Physics-Guided Dimension Reduction for Simulation-Free Operator Learning of Stiff Differential--Algebraic Systems

arXiv cs.LG / 4/23/2026

📰 NewsDeveloper Stack & InfrastructureIdeas & Deep AnalysisModels & Research

Key Points

  • The paper tackles two main issues in neural-surrogate operator learning for stiff DAEs: soft constraints leave algebraic residuals that blow up under stiffness, while hard constraints require data from costly stiff solvers.
  • It proposes an extended Newton implicit layer that enforces algebraic consistency and quasi-steady-state (fast-state) reduction inside one differentiable solve, using slow-state predictions from a physics-informed DeepONet.
  • By applying the implicit function theorem, the method introduces a stiffness-scaled coupling term that is not present in penalty-based training, improving robustness against stiffness amplification.
  • The approach reduces output to slow states only and extends via cascaded implicit layers to multi-component systems with provable convergence; experiments on a grid-forming inverter DAE show large accuracy gains and lower algebraic residual.
  • The work also demonstrates composability (two independently trained models assemble into a larger 44-state system without retraining) and uses conformal prediction for 90% in-distribution coverage plus automatic out-of-distribution detection.

Abstract

Neural surrogates for stiff differential-algebraic equations (DAEs) face two key challenges: soft-constraint methods leave algebraic residuals that stiffness amplifies into large errors, while hard-constraint methods require trajectory data from computationally expensive stiff integrators.

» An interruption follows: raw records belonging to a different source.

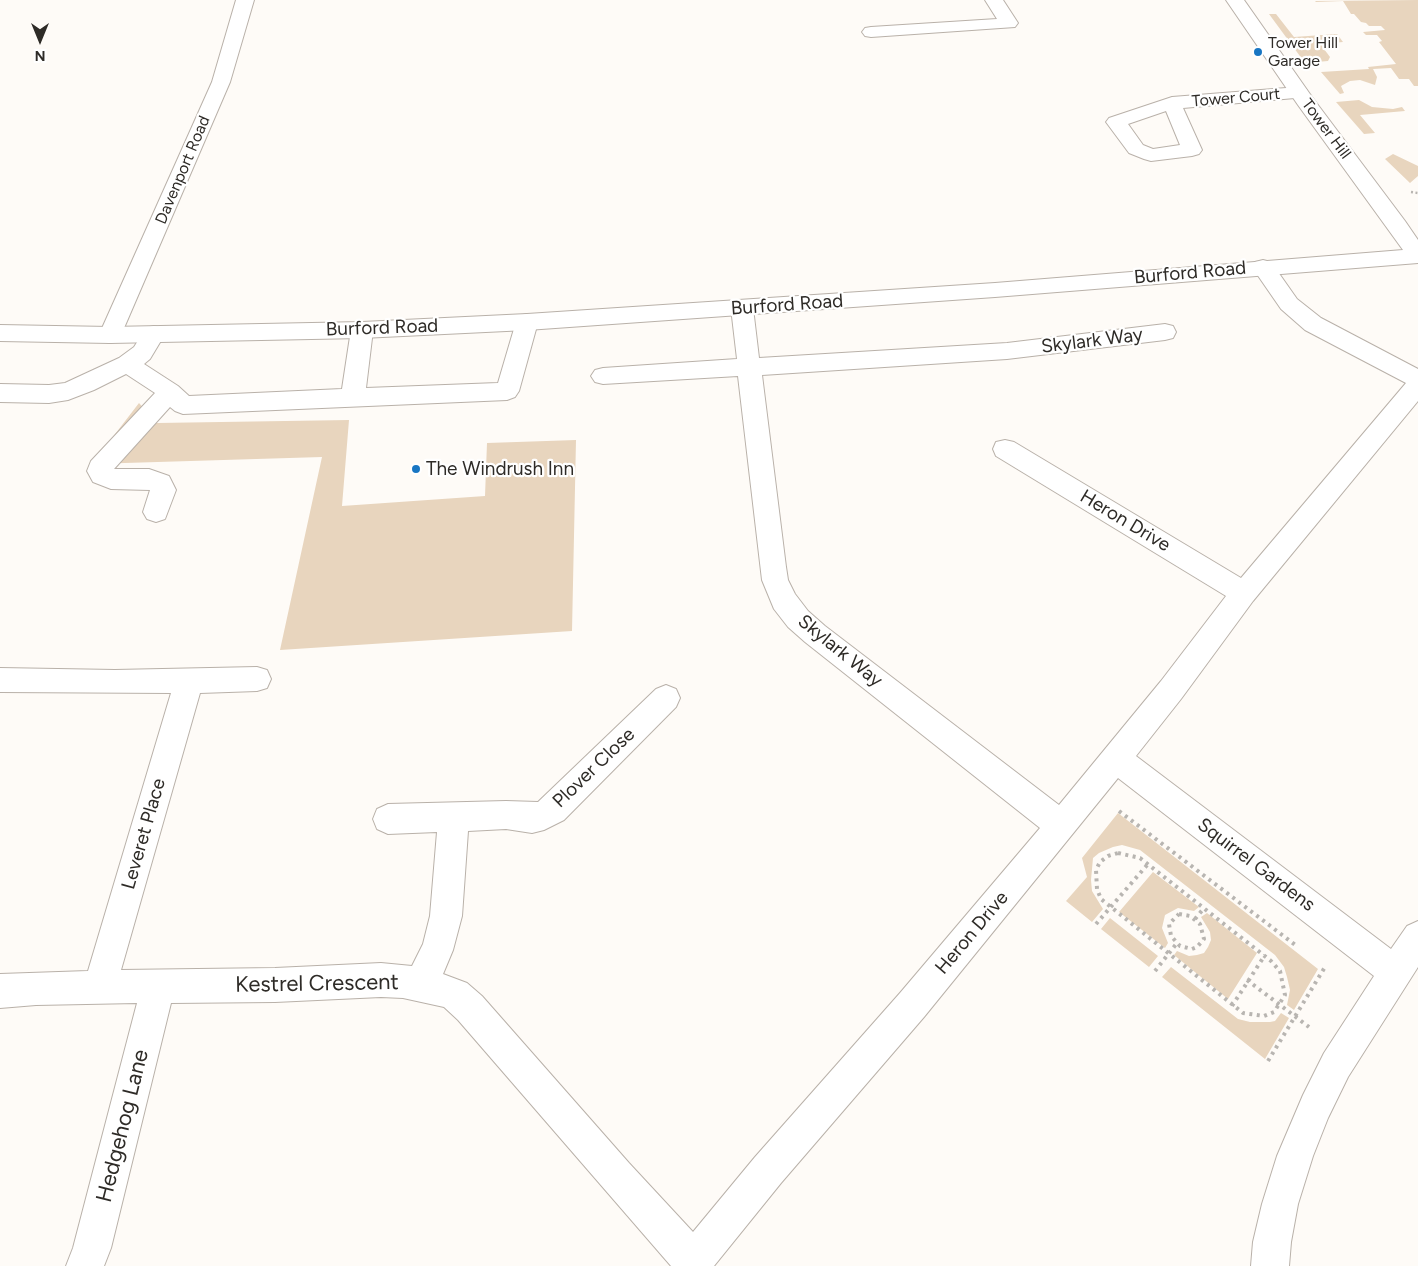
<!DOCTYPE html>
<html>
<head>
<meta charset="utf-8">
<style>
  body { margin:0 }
  #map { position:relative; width:1418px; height:1266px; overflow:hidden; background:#fefbf7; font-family:Figtree,sans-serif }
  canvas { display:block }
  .north { position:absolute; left:15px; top:15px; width:50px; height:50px; -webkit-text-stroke:4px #fff; paint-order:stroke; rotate:180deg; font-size:14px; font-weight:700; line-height:20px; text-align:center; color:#2e2b27 }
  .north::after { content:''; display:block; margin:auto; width:18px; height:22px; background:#2e2b27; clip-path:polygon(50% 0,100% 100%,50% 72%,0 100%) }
</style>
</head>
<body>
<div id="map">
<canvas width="1418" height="1266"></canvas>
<div class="north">N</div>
</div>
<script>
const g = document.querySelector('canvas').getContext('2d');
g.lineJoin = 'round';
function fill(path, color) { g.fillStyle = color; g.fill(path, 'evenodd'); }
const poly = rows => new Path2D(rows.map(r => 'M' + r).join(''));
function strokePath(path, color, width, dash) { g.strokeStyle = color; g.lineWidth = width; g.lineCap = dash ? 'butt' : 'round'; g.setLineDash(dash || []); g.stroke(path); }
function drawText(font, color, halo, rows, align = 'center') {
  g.font = font + ' Figtree,sans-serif'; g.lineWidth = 4.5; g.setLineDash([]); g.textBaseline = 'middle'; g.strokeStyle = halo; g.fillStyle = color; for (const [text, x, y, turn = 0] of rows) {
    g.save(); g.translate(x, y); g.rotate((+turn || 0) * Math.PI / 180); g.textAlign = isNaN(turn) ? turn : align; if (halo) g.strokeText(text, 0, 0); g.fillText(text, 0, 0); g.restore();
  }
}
fill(poly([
  [1418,0,1418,86,1414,86,1409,79,1399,79,1391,68,1373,69,1377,77,1375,85,1360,80,1350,81,1341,86,1344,93,1340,94,1321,72,1369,69,1368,67,1396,64,1379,42,1382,41,1377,35,1366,35,1363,32,1385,30,1381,26,1369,26,1366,23,1361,22,1354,14,1351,14,1343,1,1316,2,1315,1],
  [1269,14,1276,14,1294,37,1337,34,1343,42,1331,43,1325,46,1324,49,1330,57,1328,61,1305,63],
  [1359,100,1372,107,1393,109,1402,107,1405,111,1360,115,1375,133,1364,134,1336,102],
  [1393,154,1418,166,1418,176,1410,183,1385,159],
  [139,403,157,423,349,420,342,506,485,496,487,443,576,440,572,631,280,650,322,457,92,464],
  [1118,813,1318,969,1294,1010,1287,1005,1290,990,1287,977,1284,967,1275,955,1140,850,1122,845,1113,847,1099,853,1093,858,1091,880,1092,891,1103,909,1092,922,1066,901,1087,877,1082,858],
  [1153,872,1199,907,1194,911,1178,908,1165,915,1162,928,1168,943,1165,948,1119,912],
  [1207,913,1257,953,1228,999,1174,955,1177,951,1189,956,1197,955,1204,953,1208,947,1211,940,1210,932,1201,917],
  [1110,918,1158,956,1149,967,1101,929],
  [1171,967,1238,1019,1250,1022,1270,1022,1275,1021,1281,1013,1289,1018,1265,1059,1162,977]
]), '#e8d5be');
const minor = poly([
  [236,0,254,0,230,82,121,335,118,341,110,343,102,341,99,335,212,82,236,0],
  [985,0,1003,0,1018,23,1015,27,871,37,865,36,862,32,865,28,871,27,997,19,985,0],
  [1299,87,1306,89,1308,93,1306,97,1183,108,1202,150,1199,154,1192,156,1151,161,1144,159,1129,153,1106,122,1109,118,1172,97,1299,87],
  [1166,111,1180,145,1153,149,1143,145,1128,124,1166,111],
  [1263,260,1271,262,1297,299,1321,318,1418,369,1418,401,1253,601,1181,699,1136,756,1391,949,1407,926,1418,921,1418,967,1348,1077,1328,1118,1313,1156,1298,1204,1291,1242,1289,1266,1251,1266,1253,1242,1262,1204,1277,1156,1303,1095,1324,1053,1374,976,1118,778,924,1017,781,1183,714,1266,671,1266,458,1020,444,1007,403,998,381,997,275,1002,171,1003,111,1248,104,1266,66,1266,73,1248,137,1003,36,1005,0,1008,0,974,88,971,171,693,0,692,0,668,115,670,257,667,267,670,271,679,267,688,257,691,200,693,121,970,275,968,381,963,412,966,423,944,430,916,437,832,388,834,377,829,373,819,377,809,388,804,506,801,538,802,656,689,666,685,676,689,680,698,676,707,564,820,544,830,532,833,506,829,468,831,462,916,453,950,443,974,467,983,482,996,629,1163,693,1232,755,1157,900,993,1040,828,805,642,788,627,774,609,762,580,738,376,603,384,595,382,591,376,595,370,603,368,737,359,731,308,734,303,742,300,750,303,753,308,759,358,1007,343,1165,324,1173,326,1176,332,1173,338,1165,340,1007,359,762,375,786,567,788,580,795,594,808,611,825,626,1059,805,1161,681,1226,596,996,456,993,449,996,442,1005,440,1014,442,1241,578,1406,383,1305,330,1281,309,1252,267,1255,262,1263,260],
  [527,314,535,316,538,322,519,391,515,397,507,400,183,414,175,411,170,407,114,469,149,469,169,476,176,490,165,519,156,522,147,519,143,512,150,490,111,489,93,482,87,471,91,461,155,393,126,374,94,390,68,400,49,403,0,402,0,384,49,385,65,383,119,358,134,347,146,328,154,326,162,328,165,334,150,359,144,364,178,386,189,396,342,389,351,330,354,324,362,322,370,324,373,330,366,388,498,383,516,322,519,316,527,314]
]);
const major = poly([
  [1226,0,1244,0,1312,97,1405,221,1418,240,1418,263,995,297,527,330,362,338,110,343,0,341,0,325,110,327,362,322,527,314,995,283,1403,250,1298,105,1226,0]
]);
strokePath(minor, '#b9b1a9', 2);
strokePath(major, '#b9b1a9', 2);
strokePath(poly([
  [1411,192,1418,193]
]), '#b8b5b1', 2.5, [2, 2.5]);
strokePath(poly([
  [1119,811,1298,947],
  [1118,853,1140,858,1271,961,1280,971,1285,995,1274,1012,1264,1016,1243,1013,1101,899,1097,889,1096,870,1100,862,1108,856,1118,853],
  [1179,914,1190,916,1200,924,1204,939,1197,947,1192,949,1180,946,1171,936,1169,924,1179,914],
  [1195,919,1204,908],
  [1096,924,1148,864],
  [1155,971,1177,943],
  [1247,980,1309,1027],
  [1232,1006,1265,955],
  [1268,1061,1325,967,1323,966]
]), '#b8b5b1', 4, [3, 4.5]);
fill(minor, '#fff');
fill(major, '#fff');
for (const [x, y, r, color] of [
  [1258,52,5,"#1876c3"],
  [416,469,5,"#1876c3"]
]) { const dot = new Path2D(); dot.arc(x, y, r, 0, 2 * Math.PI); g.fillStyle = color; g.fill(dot); strokePath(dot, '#fff', 2); }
drawText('16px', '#2e2b27', '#fff', [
  ["Tower Hill",1268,43],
  ["Garage",1268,61]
], 'left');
drawText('16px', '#2e2b27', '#fff', [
  ["Tower Court",1236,98,-5],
  ["Tower Hill",1326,129,53],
  ["Davenport Road",183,170,-67]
]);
drawText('19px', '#2e2b27', '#fff', [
  ["Burford Road",1190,273,-5],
  ["Burford Road",787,305,-4],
  ["Burford Road",382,328,-2],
  ["Skylark Way",1092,341,-7],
  ["Heron Drive",1125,521,31],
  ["Skylark Way",840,651,39],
  ["Plover Close",594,768,-44],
  ["Leveret Place",144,834,-74],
  ["Squirrel Gardens",1256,865,37],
  ["Heron Drive",972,933,-50]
]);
drawText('19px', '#2e2b27', '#fff', [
  ["The Windrush Inn",426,469]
], 'left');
drawText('22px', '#2e2b27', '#fff', [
  ["Kestrel Crescent",317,984,-1],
  ["Hedgehog Lane",123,1126,-76]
]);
</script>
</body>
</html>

We introduce an extended Newton implicit layer that enforces algebraic consistency and quasi-steady-state reduction within a single differentiable solve. Given slow-state predictions from a physics-informed DeepONet, the proposed layer recovers fast and algebraic states, eliminates the stiffness-amplification pathway within each time window, and reduces the output dimension to the slow states alone. Gradients derived via the implicit function theorem capture a stiffness-scaled coupling term that is absent in penalty-based approaches. Cascaded implicit layers further extend the framework to multi-component systems with provable convergence. On a grid-forming inverter DAE (21 states), the proposed method (7 outputs, 1.42 percent error) significantly outperforms penalty methods (39.3 percent), standard Newton approaches (57.0 percent), and augmented Lagrangian or feedback linearization baselines, which fail to converge. Two independently trained models compose into a 44-state system without retraining, achieving 0.72 to 1.16 percent error with zero algebraic residual. Conformal prediction further provides 90 percent coverage in-distribution and enables automatic out-of-distribution detection.